Work task → What comes back must be the data itself, retyped exactly.

>>>>>

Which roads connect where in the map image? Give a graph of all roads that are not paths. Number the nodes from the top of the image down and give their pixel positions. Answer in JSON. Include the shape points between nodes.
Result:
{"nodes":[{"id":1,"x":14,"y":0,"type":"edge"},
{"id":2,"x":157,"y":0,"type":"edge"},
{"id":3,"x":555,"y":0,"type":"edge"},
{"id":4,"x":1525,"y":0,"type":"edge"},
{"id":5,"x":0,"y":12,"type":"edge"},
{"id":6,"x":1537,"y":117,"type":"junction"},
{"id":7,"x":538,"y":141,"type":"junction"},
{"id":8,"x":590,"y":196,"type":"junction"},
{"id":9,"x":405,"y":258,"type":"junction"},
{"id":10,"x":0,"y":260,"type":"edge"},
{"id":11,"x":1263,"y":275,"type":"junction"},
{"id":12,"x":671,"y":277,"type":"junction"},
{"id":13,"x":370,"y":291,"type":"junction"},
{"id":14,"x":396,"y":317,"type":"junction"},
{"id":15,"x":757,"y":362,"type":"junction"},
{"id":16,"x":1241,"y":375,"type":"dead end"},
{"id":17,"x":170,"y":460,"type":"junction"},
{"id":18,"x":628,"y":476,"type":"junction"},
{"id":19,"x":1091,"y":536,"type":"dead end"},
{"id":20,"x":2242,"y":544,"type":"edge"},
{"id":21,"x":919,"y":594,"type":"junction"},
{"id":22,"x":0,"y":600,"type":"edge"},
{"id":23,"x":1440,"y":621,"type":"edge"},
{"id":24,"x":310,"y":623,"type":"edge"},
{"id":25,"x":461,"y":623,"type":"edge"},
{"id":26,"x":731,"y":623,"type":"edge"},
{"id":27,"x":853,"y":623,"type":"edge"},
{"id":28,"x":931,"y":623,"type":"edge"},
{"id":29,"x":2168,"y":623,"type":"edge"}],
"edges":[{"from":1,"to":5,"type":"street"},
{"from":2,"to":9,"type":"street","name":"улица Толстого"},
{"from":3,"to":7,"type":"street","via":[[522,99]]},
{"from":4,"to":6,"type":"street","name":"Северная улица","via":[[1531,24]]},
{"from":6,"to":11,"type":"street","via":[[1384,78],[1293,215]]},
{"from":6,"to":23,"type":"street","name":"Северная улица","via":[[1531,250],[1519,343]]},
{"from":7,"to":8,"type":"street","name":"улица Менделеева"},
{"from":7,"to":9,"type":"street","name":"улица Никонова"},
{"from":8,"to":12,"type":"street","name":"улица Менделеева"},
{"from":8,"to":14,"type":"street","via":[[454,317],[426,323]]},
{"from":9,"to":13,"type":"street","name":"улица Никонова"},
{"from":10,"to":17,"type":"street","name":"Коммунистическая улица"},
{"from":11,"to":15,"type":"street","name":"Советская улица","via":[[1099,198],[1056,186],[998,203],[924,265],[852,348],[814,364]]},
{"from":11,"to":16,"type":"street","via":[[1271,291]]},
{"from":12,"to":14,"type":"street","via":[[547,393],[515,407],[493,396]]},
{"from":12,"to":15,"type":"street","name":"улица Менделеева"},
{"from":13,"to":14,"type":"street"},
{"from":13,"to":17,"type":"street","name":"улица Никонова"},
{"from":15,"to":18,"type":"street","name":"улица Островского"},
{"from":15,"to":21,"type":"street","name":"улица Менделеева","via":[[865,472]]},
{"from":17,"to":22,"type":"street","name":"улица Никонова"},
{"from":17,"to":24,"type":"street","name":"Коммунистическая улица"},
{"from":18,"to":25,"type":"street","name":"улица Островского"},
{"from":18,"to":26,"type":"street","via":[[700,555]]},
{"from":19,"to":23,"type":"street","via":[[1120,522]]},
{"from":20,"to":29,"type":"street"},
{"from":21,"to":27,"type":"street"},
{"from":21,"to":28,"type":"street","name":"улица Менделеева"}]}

<<<<<

Written reply →
Which roads connect where in the map image? Give a graph of all roads that are not paths. Number the nodes from the top of the image down and give their pixel positions. Answer in JSON. Include the shape points between nodes.
Result:
{"nodes":[{"id":1,"x":14,"y":0,"type":"edge"},
{"id":2,"x":157,"y":0,"type":"edge"},
{"id":3,"x":555,"y":0,"type":"edge"},
{"id":4,"x":1525,"y":0,"type":"edge"},
{"id":5,"x":0,"y":12,"type":"edge"},
{"id":6,"x":1537,"y":117,"type":"junction"},
{"id":7,"x":538,"y":141,"type":"junction"},
{"id":8,"x":590,"y":196,"type":"junction"},
{"id":9,"x":405,"y":258,"type":"junction"},
{"id":10,"x":0,"y":260,"type":"edge"},
{"id":11,"x":1263,"y":275,"type":"junction"},
{"id":12,"x":671,"y":277,"type":"junction"},
{"id":13,"x":370,"y":291,"type":"junction"},
{"id":14,"x":396,"y":317,"type":"junction"},
{"id":15,"x":757,"y":362,"type":"junction"},
{"id":16,"x":1241,"y":375,"type":"dead end"},
{"id":17,"x":170,"y":460,"type":"junction"},
{"id":18,"x":628,"y":476,"type":"junction"},
{"id":19,"x":1091,"y":536,"type":"dead end"},
{"id":20,"x":2242,"y":544,"type":"edge"},
{"id":21,"x":919,"y":594,"type":"junction"},
{"id":22,"x":0,"y":600,"type":"edge"},
{"id":23,"x":1440,"y":621,"type":"edge"},
{"id":24,"x":310,"y":623,"type":"edge"},
{"id":25,"x":461,"y":623,"type":"edge"},
{"id":26,"x":731,"y":623,"type":"edge"},
{"id":27,"x":853,"y":623,"type":"edge"},
{"id":28,"x":931,"y":623,"type":"edge"},
{"id":29,"x":2168,"y":623,"type":"edge"}],
"edges":[{"from":1,"to":5,"type":"street"},
{"from":2,"to":9,"type":"street","name":"улица Толстого"},
{"from":3,"to":7,"type":"street","via":[[522,99]]},
{"from":4,"to":6,"type":"street","name":"Северная улица","via":[[1531,24]]},
{"from":6,"to":11,"type":"street","via":[[1384,78],[1293,215]]},
{"from":6,"to":23,"type":"street","name":"Северная улица","via":[[1531,250],[1519,343]]},
{"from":7,"to":8,"type":"street","name":"улица Менделеева"},
{"from":7,"to":9,"type":"street","name":"улица Никонова"},
{"from":8,"to":12,"type":"street","name":"улица Менделеева"},
{"from":8,"to":14,"type":"street","via":[[454,317],[426,323]]},
{"from":9,"to":13,"type":"street","name":"улица Никонова"},
{"from":10,"to":17,"type":"street","name":"Коммунистическая улица"},
{"from":11,"to":15,"type":"street","name":"Советская улица","via":[[1099,198],[1056,186],[998,203],[924,265],[852,348],[814,364]]},
{"from":11,"to":16,"type":"street","via":[[1271,291]]},
{"from":12,"to":14,"type":"street","via":[[547,393],[515,407],[493,396]]},
{"from":12,"to":15,"type":"street","name":"улица Менделеева"},
{"from":13,"to":14,"type":"street"},
{"from":13,"to":17,"type":"street","name":"улица Никонова"},
{"from":15,"to":18,"type":"street","name":"улица Островского"},
{"from":15,"to":21,"type":"street","name":"улица Менделеева","via":[[865,472]]},
{"from":17,"to":22,"type":"street","name":"улица Никонова"},
{"from":17,"to":24,"type":"street","name":"Коммунистическая улица"},
{"from":18,"to":25,"type":"street","name":"улица Островского"},
{"from":18,"to":26,"type":"street","via":[[700,555]]},
{"from":19,"to":23,"type":"street","via":[[1120,522]]},
{"from":20,"to":29,"type":"street"},
{"from":21,"to":27,"type":"street"},
{"from":21,"to":28,"type":"street","name":"улица Менделеева"}]}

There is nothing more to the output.